As early as eight years ago, a dissertation from the TU Darmstadt (external link, dissertation, pdf document) addressed the topic of "3D printing processes for compact and mechanically stable molded parts". As part of the highly interesting doctoral thesis, monomer inks and powders were scrutinized in terms of shape fidelity, volume balance and shrinkage behavior. The bottom line of the doctoral thesis is that in 3D printing, the stability of printed parts is directly dependent on the materials and printing process used.
Several years have passed since the doctoral thesis was written, during which the high-performance plastics used in particular have undergone a significant upgrade in terms of robustness and stability. The main drivers of innovation here are the aerospace, aviation and automotive industries. These sectors demand particularly stable components made of robust materials. Polyamide, carbon reinforced filaments or inserted continuous fibers make it possible to develop lightweight components that can absorb even the strongest forces.

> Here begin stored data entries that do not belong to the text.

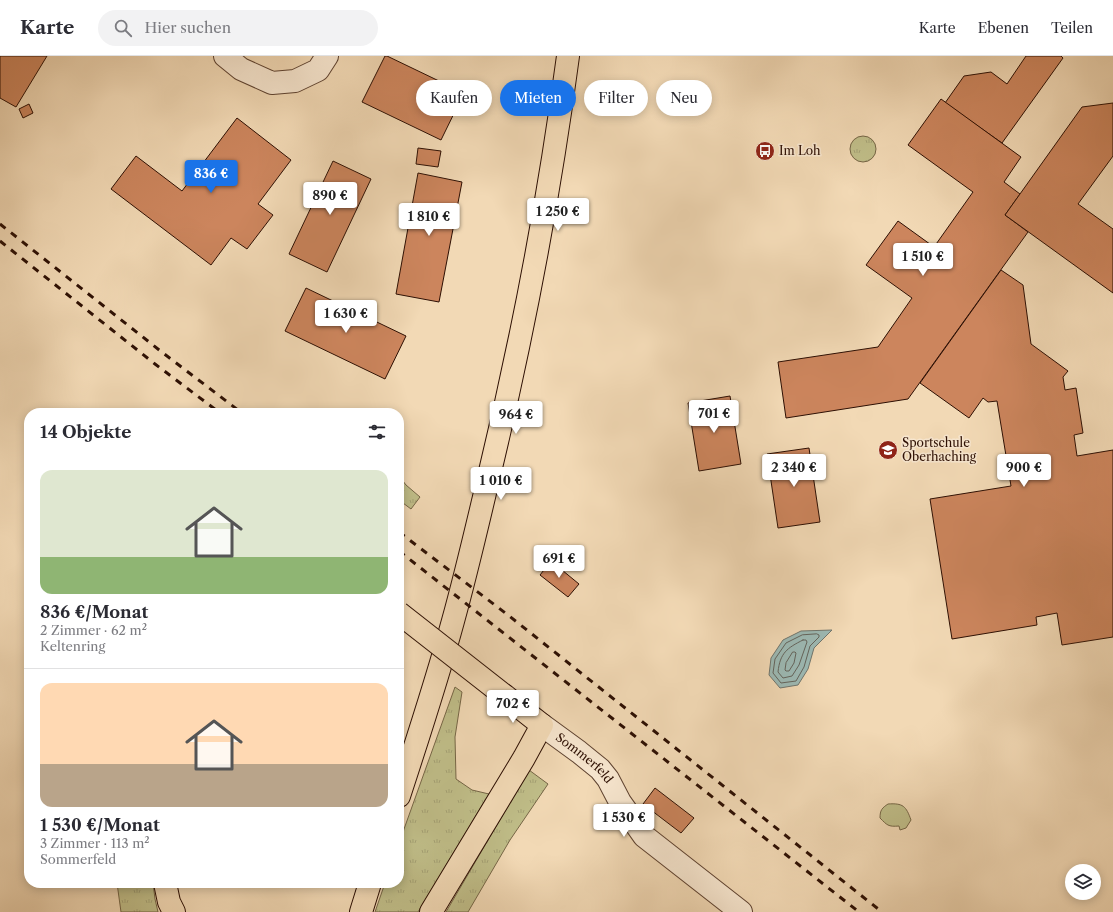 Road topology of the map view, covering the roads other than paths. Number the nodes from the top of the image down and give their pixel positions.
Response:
1 (225, 56) edge
2 (326, 56) edge
3 (568, 56) edge
4 (404, 617) edge
5 (542, 726) junction
6 (404, 781) edge
7 (166, 888) edge
8 (368, 888) edge
9 (174, 912) edge
10 (361, 912) edge
11 (431, 912) edge
12 (741, 912) edge

1 - 2 street
3 - 6 main road
4 - 5 main road, bridge
5 - 11 main road
5 - 12 street, Sommerfeld
7 - 9 main road
8 - 10 main road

In the field of additive manufacturing, the two processes of selective laser sintering (SLS) and selective laser melting (SLM) are primarily used for the production of robust components. Both processes work with the same material state: powder. While laser sintering generally uses polyamides, laser melting is suitable for 3D printing metals. The powdered starting materials are applied to the 3D printer's working platform by means of a roller or squeegee and heated point by point by a laser according to the desired geometry.
Once the desired shape has been achieved, the working platform is lowered by around 100 micrometers and the process is repeated. Layer by layer, the workpiece is thus built up from the bottom to the top of the powder bed. On the one hand, the layer-by-layer buildup with extremely thin layers achieves very high precision, and on the other hand, material densities of 99% are possible without any problems. This means that the density of the printed parts is almost identical to the density of other materials from conventional production. Or to put it another way: with the right printing process, 3D-printed parts are just as stable as conventionally manufactured components in the same material.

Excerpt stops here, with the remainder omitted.